We based our further investigation on our recent publication . Here we found that MYC activated and inhibited AhR activity in the presence of dioxin. Moreover, activity of GR was inhibited concentration-dependently by MYC in the presence of glucocorticoid receptor ligand, dexamethasone. Since the likelihood of one compound being a ligand of three different receptors with limited overlapping spectra of ligands is low in general, we focused on the idea of ligand-independent co-stimulation of AR activity by kinase event. We focused on c-Jun N-terminal kinase (JNK) as similar observation for MYC and JNK was already published [10, 11]. Treatment of 22Rv1 cells with MYC for 30 minutes revealed mild reproducible decrease of phospho status of JNKs while total JNKs were elevated (Figure 4A).
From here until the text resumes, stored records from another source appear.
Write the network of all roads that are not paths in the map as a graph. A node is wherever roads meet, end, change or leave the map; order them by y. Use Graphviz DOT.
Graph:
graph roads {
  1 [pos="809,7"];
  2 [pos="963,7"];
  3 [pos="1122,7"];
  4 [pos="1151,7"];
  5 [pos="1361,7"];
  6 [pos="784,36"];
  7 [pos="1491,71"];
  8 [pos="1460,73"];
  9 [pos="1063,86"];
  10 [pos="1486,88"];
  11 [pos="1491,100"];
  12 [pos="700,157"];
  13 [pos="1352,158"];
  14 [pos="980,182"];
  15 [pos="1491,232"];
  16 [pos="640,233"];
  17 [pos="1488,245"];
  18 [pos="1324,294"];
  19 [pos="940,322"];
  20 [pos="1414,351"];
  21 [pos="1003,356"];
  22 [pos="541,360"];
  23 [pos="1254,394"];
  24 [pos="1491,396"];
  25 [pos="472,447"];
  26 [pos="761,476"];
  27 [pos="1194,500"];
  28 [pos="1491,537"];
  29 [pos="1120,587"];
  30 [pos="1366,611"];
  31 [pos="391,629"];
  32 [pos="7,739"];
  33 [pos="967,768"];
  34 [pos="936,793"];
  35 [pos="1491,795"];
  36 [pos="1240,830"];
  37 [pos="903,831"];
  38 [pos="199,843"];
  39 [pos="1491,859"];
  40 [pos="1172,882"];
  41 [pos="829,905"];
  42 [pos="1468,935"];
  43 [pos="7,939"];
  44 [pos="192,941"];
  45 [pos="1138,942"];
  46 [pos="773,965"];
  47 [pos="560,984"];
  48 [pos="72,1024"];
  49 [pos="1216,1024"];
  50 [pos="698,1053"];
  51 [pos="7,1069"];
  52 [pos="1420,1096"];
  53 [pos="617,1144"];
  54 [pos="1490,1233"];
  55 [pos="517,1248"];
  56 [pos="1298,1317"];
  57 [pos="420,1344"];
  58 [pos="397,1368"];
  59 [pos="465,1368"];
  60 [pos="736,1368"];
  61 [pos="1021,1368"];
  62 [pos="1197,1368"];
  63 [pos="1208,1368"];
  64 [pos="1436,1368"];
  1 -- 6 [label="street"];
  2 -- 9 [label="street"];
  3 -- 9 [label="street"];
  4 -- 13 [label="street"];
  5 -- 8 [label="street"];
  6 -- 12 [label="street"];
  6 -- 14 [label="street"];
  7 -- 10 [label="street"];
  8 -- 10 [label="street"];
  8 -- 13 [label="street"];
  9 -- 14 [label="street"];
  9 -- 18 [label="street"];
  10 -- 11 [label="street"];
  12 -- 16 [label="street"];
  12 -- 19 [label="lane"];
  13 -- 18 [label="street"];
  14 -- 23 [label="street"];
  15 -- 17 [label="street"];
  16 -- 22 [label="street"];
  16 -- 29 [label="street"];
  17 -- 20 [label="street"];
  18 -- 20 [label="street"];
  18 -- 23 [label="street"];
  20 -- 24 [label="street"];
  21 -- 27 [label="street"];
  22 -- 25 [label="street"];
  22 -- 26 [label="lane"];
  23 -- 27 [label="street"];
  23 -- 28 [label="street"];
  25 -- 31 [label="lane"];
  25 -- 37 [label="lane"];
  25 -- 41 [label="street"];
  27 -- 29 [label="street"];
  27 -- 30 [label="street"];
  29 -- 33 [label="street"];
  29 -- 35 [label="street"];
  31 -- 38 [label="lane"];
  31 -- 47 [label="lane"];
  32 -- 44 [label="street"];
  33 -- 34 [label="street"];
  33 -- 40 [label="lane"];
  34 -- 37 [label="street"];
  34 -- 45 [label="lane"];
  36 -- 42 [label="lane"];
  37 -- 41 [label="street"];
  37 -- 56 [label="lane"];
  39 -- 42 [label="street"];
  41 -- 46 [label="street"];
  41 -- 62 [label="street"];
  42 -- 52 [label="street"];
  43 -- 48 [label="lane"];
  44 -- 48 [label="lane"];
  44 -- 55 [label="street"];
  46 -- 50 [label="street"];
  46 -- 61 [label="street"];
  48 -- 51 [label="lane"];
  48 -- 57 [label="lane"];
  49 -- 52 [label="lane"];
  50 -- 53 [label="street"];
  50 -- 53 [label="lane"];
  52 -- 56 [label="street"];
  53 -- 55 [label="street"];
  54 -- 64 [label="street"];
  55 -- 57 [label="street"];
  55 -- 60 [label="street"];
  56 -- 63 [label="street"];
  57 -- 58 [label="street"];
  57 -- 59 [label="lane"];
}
Sorbitol, a JNK activator significantly induced the phosphorylation while had no effect on total JNK protein level. This finding suggested that MYC suppressed basal JNK activity by increasing total level of JNK. In order to investigate the origin of this effect, we focused on determination of either stabilization or induction of JNKs. An experiment with proteosynthesis inhibitor, cycloheximide (CHX), revealed that CHX significantly suppressed MYC-induced increase of JNKs. This suggested transcriptional event. Monitoring the expression at mRNA level revealed mild but significant induction of expression of JNK54 (MAPK9) and JNK46 (MAPK9) (Figure 4C). To further confirm that either activation or inhibition of JNK affects transcription activity of AR, we treated AIZ-AR cells with JNK activator sorbitol or JNK inhibitors (SP600125 and JNK-IN-8). Sorbitol dose-dependently increased while both tested inhibitors decreased the AR-dependent luciferase activity (Figure 4D). It is worth to notice that lower concentrations of JNK inhibitors had mild co-stimulating effect on AR-mediated luciferase activity similarly like MYC (Figure 1D).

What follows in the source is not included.